Overview
The VoiceGenerator class converts narration scripts into audio files using Sarvam AI’s multilingual TTS API. It supports 11+ Indian languages and generates high-quality voice narration for presentations.
Class Definition
from generators.voice_generator import VoiceGenerator
voice_gen = VoiceGenerator()
Constructor
Initializes the voice generator with Sarvam AI API configuration.
Configuration:
- API Key:
Config.SARVAM_API_KEY
- API URL:
Config.SARVAM_TTS_URL
- Model:
Config.SARVAM_MODEL
- Sample Rate: 22050 Hz
Methods
generate_voice_for_slide
Generates voice audio for a single slide.
def generate_voice_for_slide(narration_text: str, slide_number: int,
topic: str, language: str = "english") -> str
The narration text to convert to speech (max 500 characters)

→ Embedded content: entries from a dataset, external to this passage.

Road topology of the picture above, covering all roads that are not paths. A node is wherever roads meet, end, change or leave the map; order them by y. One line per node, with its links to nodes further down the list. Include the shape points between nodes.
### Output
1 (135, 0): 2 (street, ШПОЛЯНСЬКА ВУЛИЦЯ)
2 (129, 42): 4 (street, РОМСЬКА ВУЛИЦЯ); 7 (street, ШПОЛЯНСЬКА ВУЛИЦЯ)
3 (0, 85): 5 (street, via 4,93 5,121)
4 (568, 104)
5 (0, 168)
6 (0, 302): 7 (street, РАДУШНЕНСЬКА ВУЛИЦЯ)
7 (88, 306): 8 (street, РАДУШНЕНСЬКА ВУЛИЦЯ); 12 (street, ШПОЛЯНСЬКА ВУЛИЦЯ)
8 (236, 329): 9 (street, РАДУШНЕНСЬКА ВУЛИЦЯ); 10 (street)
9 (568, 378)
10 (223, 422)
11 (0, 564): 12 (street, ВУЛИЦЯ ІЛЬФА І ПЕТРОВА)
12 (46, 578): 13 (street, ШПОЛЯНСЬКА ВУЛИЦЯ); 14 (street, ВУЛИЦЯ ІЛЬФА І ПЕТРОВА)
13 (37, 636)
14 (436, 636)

The slide number (used for filename)
Presentation topic (used for filename)
Language for voice synthesis. Supported languages:
english (en-IN)
hindi (hi-IN)
kannada (kn-IN)
telugu (te-IN)
tamil (ta-IN)
bengali (bn-IN)
gujarati (gu-IN)
malayalam (ml-IN)
marathi (mr-IN)
odia (or-IN)
punjabi (pa-IN)
Absolute path to the generated audio file (WAV format)
Returns example:
"/path/to/audio/Newtons_Laws_of_Motion_slide_1.wav"
generate_complete_audio
Generates complete audio for all slides combined into one file.

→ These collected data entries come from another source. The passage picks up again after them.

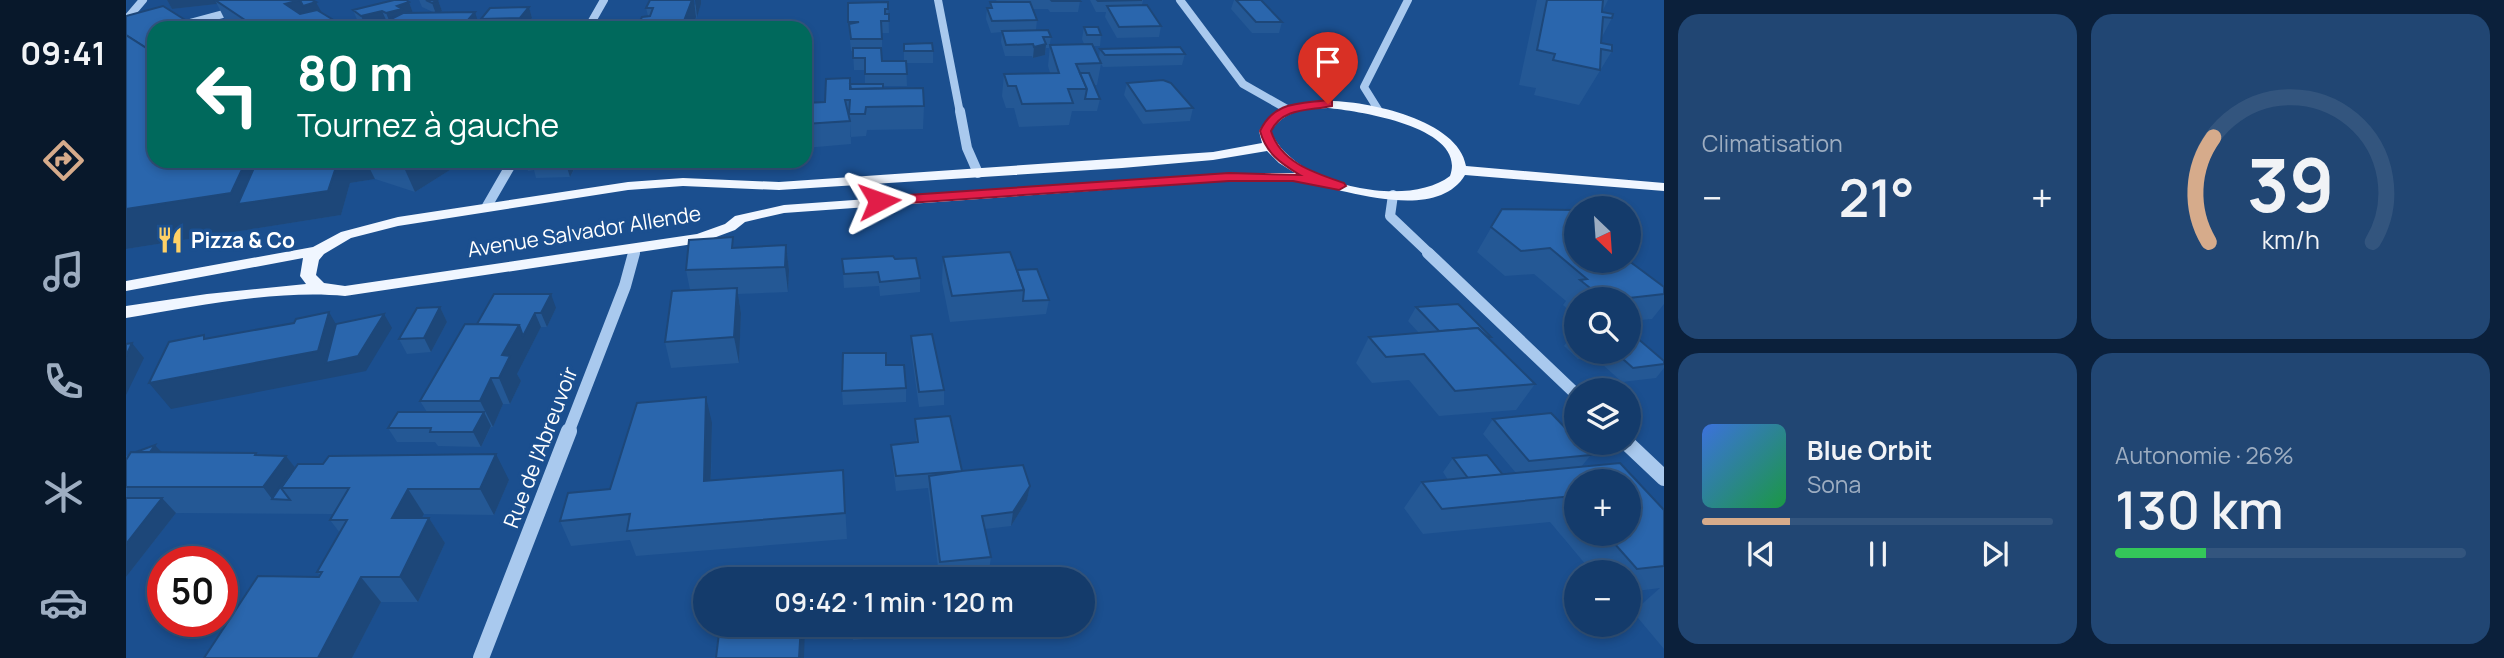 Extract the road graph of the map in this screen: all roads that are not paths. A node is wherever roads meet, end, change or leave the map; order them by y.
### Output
1 (143, 0) edge
2 (604, 0) edge
3 (938, 0) edge
4 (1180, 0) edge
5 (1408, 0) edge
6 (253, 6) edge
7 (126, 20) edge
8 (197, 21) edge
9 (592, 21) edge
10 (1287, 109) junction
11 (1379, 111) junction
12 (1270, 146) junction
13 (509, 168) edge
14 (1460, 170) junction
15 (978, 173) junction
16 (730, 186) junction
17 (1339, 186) junction
18 (1664, 187) edge
19 (1393, 195) junction
20 (487, 206) junction
21 (740, 219) junction
22 (635, 249) junction
23 (318, 251) junction
24 (126, 286) edge
25 (319, 288) junction
26 (126, 312) edge
27 (1564, 383) edge
28 (1640, 455) edge
29 (1664, 478) edge
30 (481, 658) edge

1 - 7 street
2 - 9 street
3 - 15 street
4 - 10 street
5 - 11 street
6 - 8 street
10 - 11 main road
10 - 12 main road
11 - 14 main road
12 - 15 main road, Avenue Salvador Allende
12 - 17 main road
13 - 20 street
14 - 18 main road
14 - 19 main road
15 - 16 main road, Avenue Salvador Allende
16 - 20 main road, Avenue Salvador Allende
16 - 21 main road
17 - 19 main road
17 - 21 main road, Avenue Salvador Allende
19 - 27 street
20 - 23 main road, Avenue Salvador Allende
21 - 22 main road, Avenue Salvador Allende
22 - 25 main road, Avenue Salvador Allende
22 - 30 street, Rue de l'Abreuvoir
23 - 24 main road, Avenue Salvador Allende
23 - 25 main road
25 - 26 main road, Avenue Salvador Allende
28 - 29 street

def generate_complete_audio(script_data: Dict, language: str = "english") -> str
Complete script data from ScriptGenerator containing all slide narrations
Language for voice synthesis
Path to the combined complete audio file
Process:
- Combines all narration texts
- Splits into chunks (max 500 chars each, respecting sentence boundaries)
- Generates audio for each chunk
- Concatenates all audio chunks
- Saves as single WAV file
combine_slide_audios
Combines individual slide audio files into one complete audio track.

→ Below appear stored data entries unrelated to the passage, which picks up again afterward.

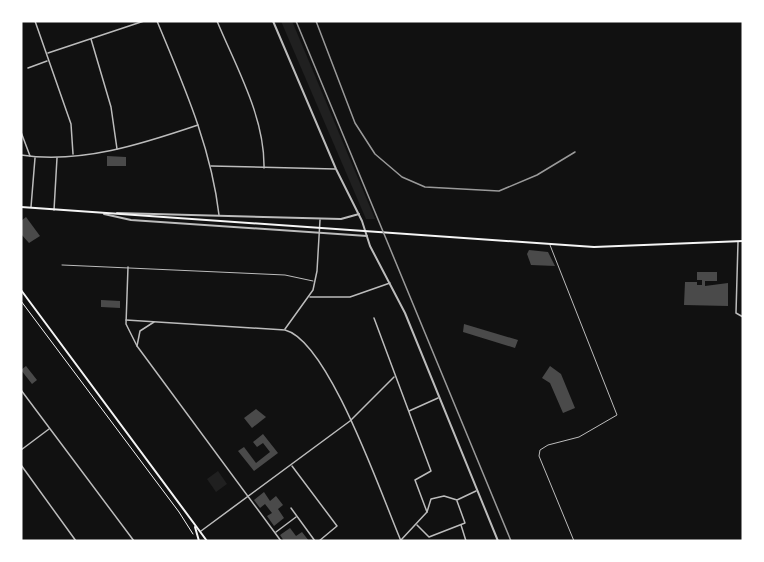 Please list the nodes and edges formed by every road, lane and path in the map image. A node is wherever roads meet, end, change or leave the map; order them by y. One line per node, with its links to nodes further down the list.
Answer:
1 (35, 21): 7 (street)
2 (144, 21): 6 (street)
3 (157, 21): 10 (street)
4 (217, 21): 19 (street)
5 (273, 21): 20 (street)
6 (91, 39): 7 (street); 12 (street)
7 (47, 53): 8 (street)
8 (48, 60): 9 (street); 14 (street)
9 (28, 68)
10 (198, 124): 12 (street); 18 (street)
11 (21, 132): 15 (street)
12 (117, 149): 14 (street)
13 (21, 155): 15 (street)
14 (73, 155): 17 (street)
15 (30, 156): 16 (street)
16 (35, 157): 17 (street); 22 (street)
17 (57, 157): 23 (street)
18 (210, 166): 19 (street); 26 (street)
19 (264, 168): 20 (street)
20 (336, 169): 25 (street)
21 (21, 207): 22 (main road)
22 (30, 208): 23 (main road)
23 (54, 210): 24 (main road)
24 (102, 213): 26 (street); 28 (street); 32 (main road)
25 (359, 214): 27 (street); 29 (street)
26 (219, 215): 27 (street)
27 (320, 219): 28 (street)
28 (320, 232): 29 (street); 35 (street)
29 (367, 236): 36 (street)
30 (738, 241): 31 (main road); 32 (main road); 40 (street)
31 (743, 241)
32 (549, 244): 76 (lane)
33 (62, 265): 34 (lane)
34 (128, 267): 35 (lane); 42 (street)
35 (315, 282): 38 (street)
36 (390, 283): 38 (street); 48 (street)
37 (21, 290): 61 (main road)
38 (309, 297): 44 (street)
39 (21, 301): 68 (path)
40 (743, 317)
41 (374, 318): 46 (street)
42 (126, 320): 43 (street); 45 (street)
43 (155, 321): 44 (street); 45 (street)
44 (285, 330): 50 (street)
45 (137, 346): 56 (street)
46 (394, 377): 49 (street); 50 (street)
47 (21, 390): 51 (street)
48 (439, 398): 49 (street); 55 (street)
49 (408, 411): 59 (street)
50 (350, 421): 54 (street); 73 (street)
51 (50, 428): 52 (street); 67 (street)
52 (21, 450)
53 (21, 465): 66 (street)
54 (291, 465): 56 (street); 72 (street)
55 (477, 490): 57 (street); 75 (street)
56 (248, 496): 64 (street); 65 (street)
57 (457, 500): 59 (street); 62 (street)
58 (291, 508): 60 (street)
59 (427, 512): 63 (street)
60 (297, 516): 65 (street); 71 (street)
61 (194, 524): 64 (main road); 68 (main road)
62 (461, 524): 63 (street); 74 (street)
63 (416, 525): 73 (street)
64 (200, 531): 69 (main road)
65 (275, 532): 70 (street)
66 (76, 541)
67 (134, 541)
68 (198, 541)
69 (207, 541)
70 (281, 541)
71 (315, 541)
72 (319, 541)
73 (401, 541)
74 (466, 541)
75 (498, 541)
76 (574, 541)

def combine_slide_audios(slide_audio_paths: dict, topic: str) -> str
Dictionary mapping slide numbers to their audio file paths:{1: "/path/to/slide_1.wav", 2: "/path/to/slide_2.wav"}
Presentation topic for output filename
Path to the combined audio file
Uses MoviePy to concatenate audio clips in order.
Speaker Configuration
From config.py, speaker voices are mapped per language:
SARVAM_SPEAKER_MAP = {
"english": "anushka",
"hindi": "aarav",
"kannada": "meera",
# ... other languages
}
API Request Parameters
From backend/generators/voice_generator.py:26-36:
payload = {
"inputs": [narration_text[:500]], # Text to synthesize
"target_language_code": self._get_language_code(language),
"speaker": speaker, # Voice model
"pitch": 0, # Normal pitch
"pace": 1.0, # Normal speed
"loudness": 1.5, # Slightly enhanced volume
"speech_sample_rate": 22050, # CD quality
"enable_preprocessing": True, # Text normalization
"model": Config.SARVAM_MODEL
}
Usage Example
From backend/app.py:251-303:
# Step 3: Generate voice audio PER SLIDE and get actual durations
update_progress(generation_id, 30, "generating_audio",
"🎤 Generating voice narration per slide...")
voice_gen = VoiceGenerator()
slide_audio_paths = {}
actual_durations = {}
total_slides = len(script_data['slide_scripts'])
# Generate audio for each slide separately
for idx, slide_script in enumerate(script_data['slide_scripts'], 1):
slide_num = slide_script['slide_number']
audio_progress = 30 + int((idx / total_slides) * 15)
update_progress(generation_id, audio_progress, "generating_audio",
f"🎤 Generating audio for slide {idx}/{total_slides}...")
try:
audio_path = voice_gen.generate_voice_for_slide(
slide_script['narration_text'],
slide_num,
topic,
request.language
)
slide_audio_paths[slide_num] = audio_path
# Get actual duration from generated audio
from moviepy import AudioFileClip
audio_clip = AudioFileClip(audio_path)
actual_durations[slide_num] = audio_clip.duration
audio_clip.close()
except Exception as e:
print(f"Error generating audio for slide {slide_num}: {e}")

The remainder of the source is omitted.